Sangi Railway was established in 1928 as a 1067mm-gauge freight-only railway, serving Onoda Cement’s Nishi-Fujiwara plant. At the time, Sangi Railway only had one line, the Sangi Line, wich ran between Nishi-Fujiwara and Tomiida, where it connected national railway network at JGR’s Tomida Station, on the Kansai Main Line. The company’s history was relatively uneventful until the early 1950s, when passenger services were introduced (as an additional source of income) and in 1954, the entire line was electrified at 1500v DC. Due to it’s steady source of income, Sangi Railway never had to suffer the hardships of many other rural local railway, instead expanding it’s businnesses thruought the years.

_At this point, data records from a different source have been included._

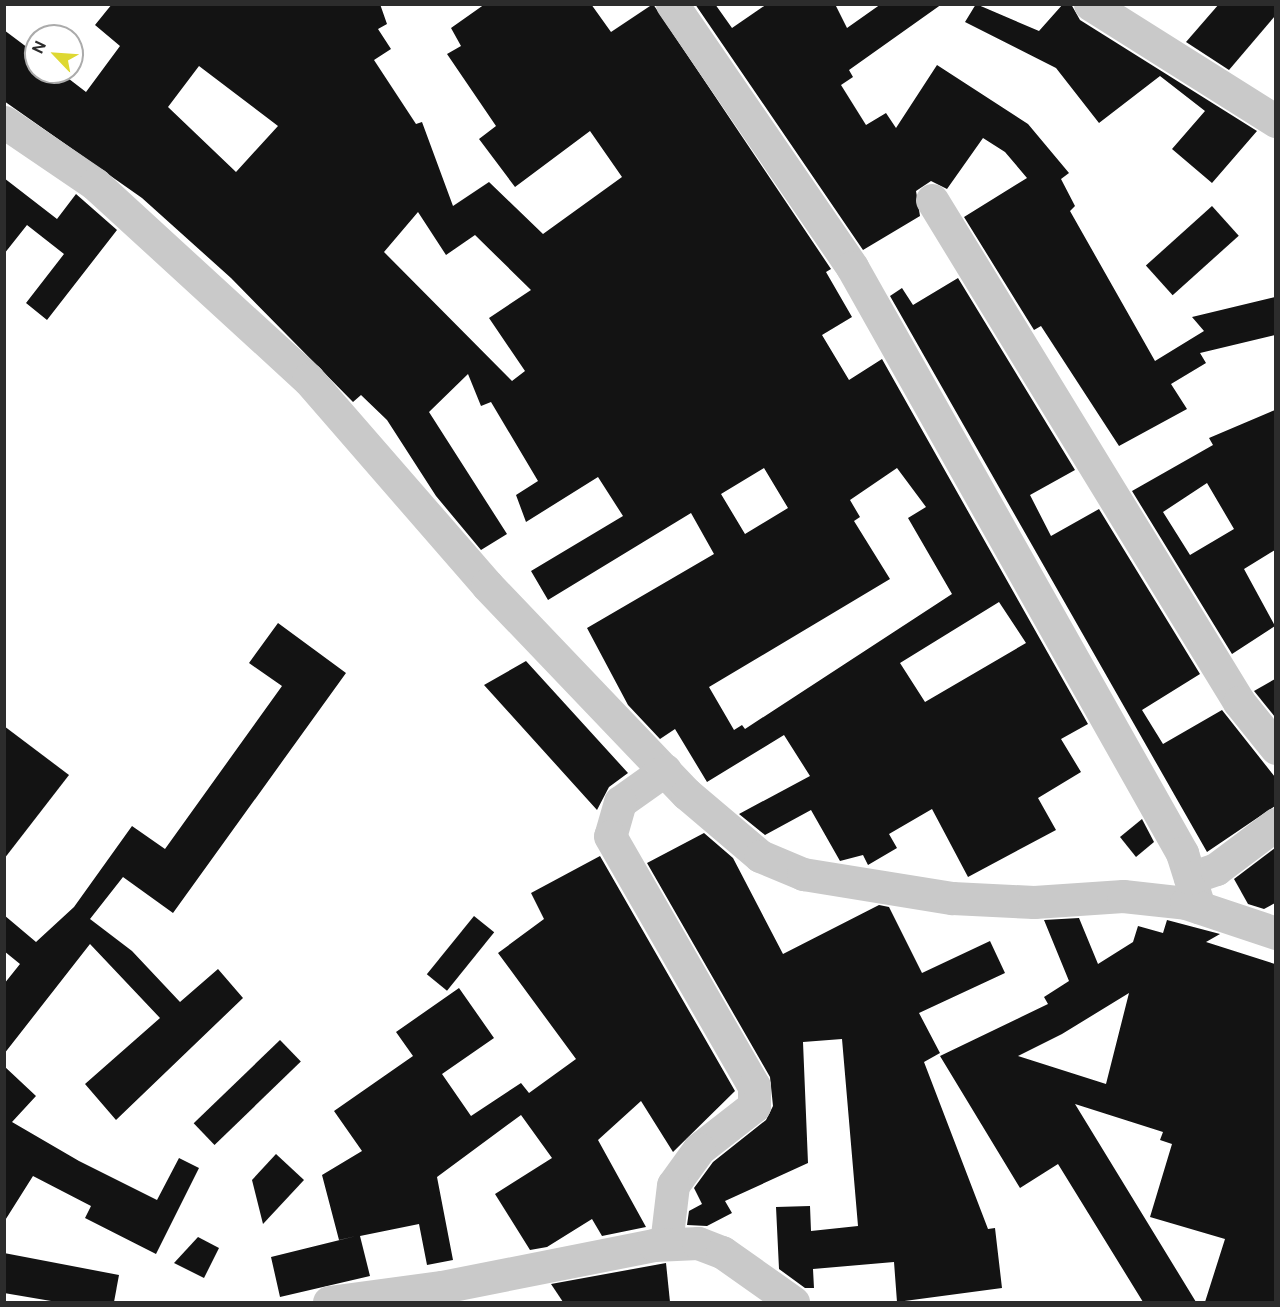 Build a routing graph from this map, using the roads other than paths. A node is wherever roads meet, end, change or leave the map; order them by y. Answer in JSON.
{"nodes":[{"id":1,"x":672,"y":4,"type":"edge"},
{"id":2,"x":1090,"y":4,"type":"edge"},
{"id":3,"x":1275,"y":121,"type":"edge"},
{"id":4,"x":4,"y":122,"type":"edge"},
{"id":5,"x":932,"y":200,"type":"dead end"},
{"id":6,"x":1275,"y":748,"type":"edge"},
{"id":7,"x":665,"y":770,"type":"junction"},
{"id":8,"x":1275,"y":824,"type":"edge"},
{"id":9,"x":1194,"y":892,"type":"junction"},
{"id":10,"x":1275,"y":933,"type":"edge"},
{"id":11,"x":666,"y":1244,"type":"junction"},
{"id":12,"x":329,"y":1302,"type":"edge"},
{"id":13,"x":793,"y":1302,"type":"edge"}],
"edges":[{"from":1,"to":9,"type":"street"},
{"from":2,"to":3,"type":"street"},
{"from":4,"to":7,"type":"street"},
{"from":5,"to":6,"type":"street"},
{"from":7,"to":9,"type":"street"},
{"from":7,"to":11,"type":"street"},
{"from":8,"to":9,"type":"street"},
{"from":9,"to":10,"type":"street"},
{"from":11,"to":12,"type":"street"},
{"from":11,"to":13,"type":"street"}]} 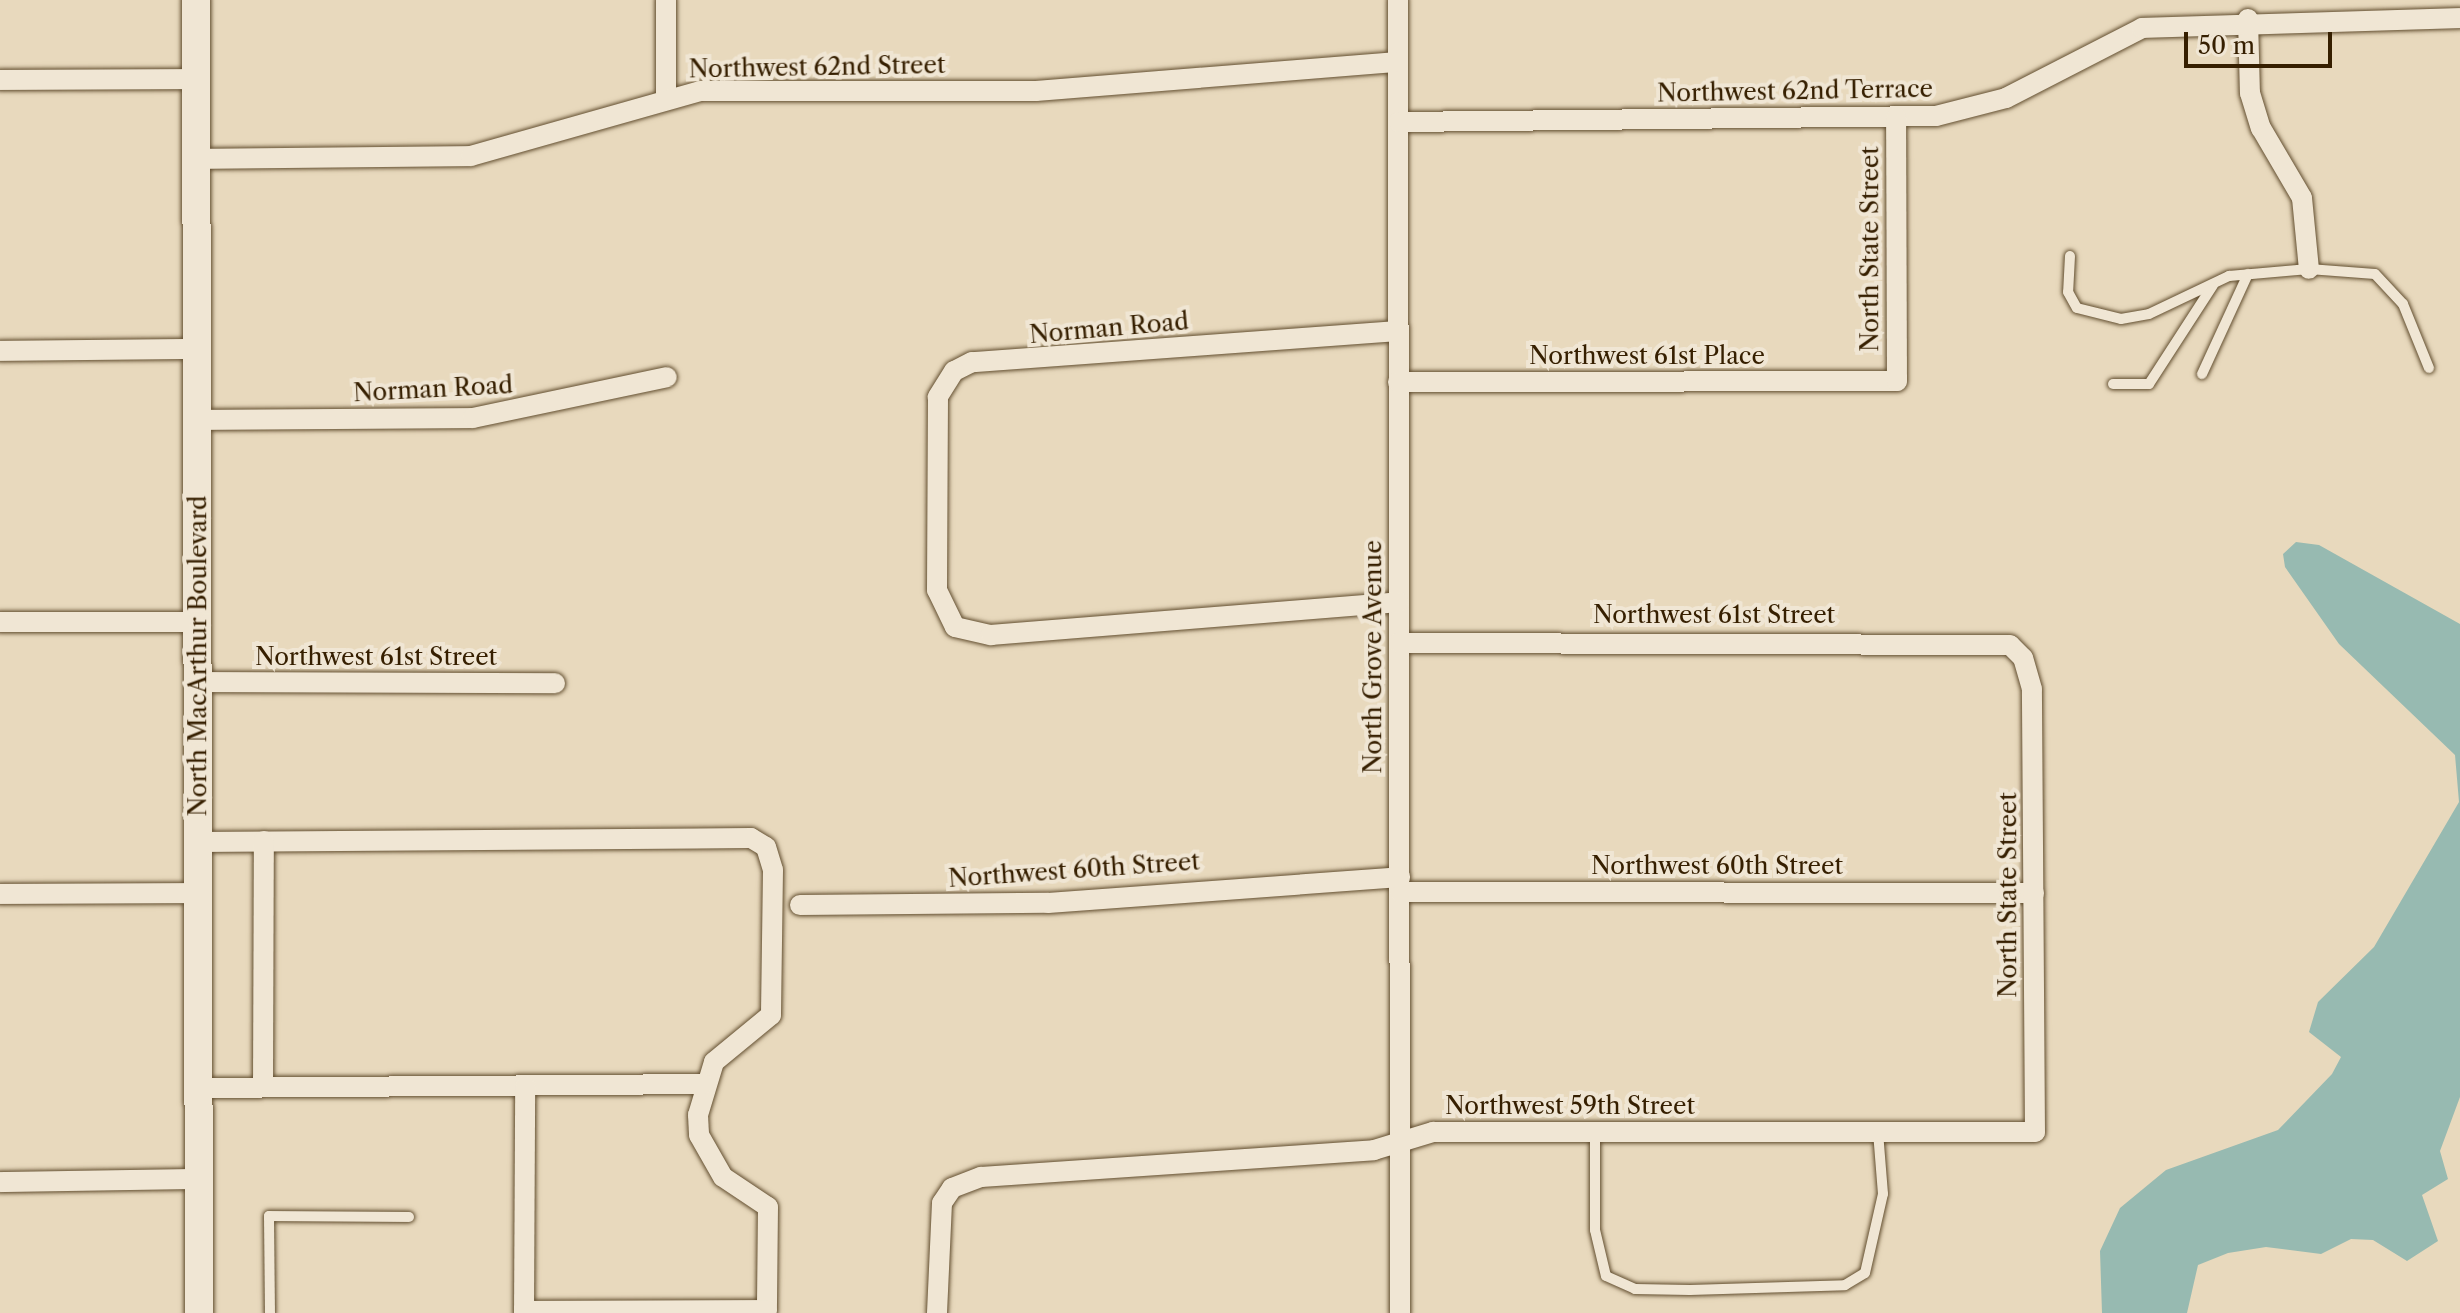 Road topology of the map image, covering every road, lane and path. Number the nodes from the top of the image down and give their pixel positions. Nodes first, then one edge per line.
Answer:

Over time, passenger transportation outshadowed freight services (wich however are still an important source of revenue for the railway), and in 2003, the company took over operations of the nearby 762mm-gauge Hokusei Line from Kintetsu.
Currently, Sangi Railway’s network is formed of these two unconnected lines, the 26,5Km-long 1067mm-gauge Sangi Line (plus an additional passenger-only 1,4Km-long section that brings Sangi Line passenger trains to Kintetsu-Tomiida Station) and the 20,4Km-long 762mm-gauge Hokusei Line, wich runs between Ageki and Nishi-Kuwana (next to Kuwana station, on both the JR Kansai Main Line and the Kintetsu Nagoya Line). Both lines are entirely electrified, at 1500v DC for the Sangi Line and at 750v DC for the Hokusei Line. Passenger services on the Sangi Line are operated by a fleet of ex-Seibu trains, wich the company has been purchasing since the late 1980s, while services on the Hokusei Line are operated by the distinctively small trains that the company has inherited from Kintetsu.
As already mentioned, freight services carrying cement are still an important source of revenue for the line; they’re operated on the Sangi Line (the Hokusei Line is a strictly passenger-only line) and are hauled by a variegated fleet of electric locomotives dating from the 1950s and 1960s.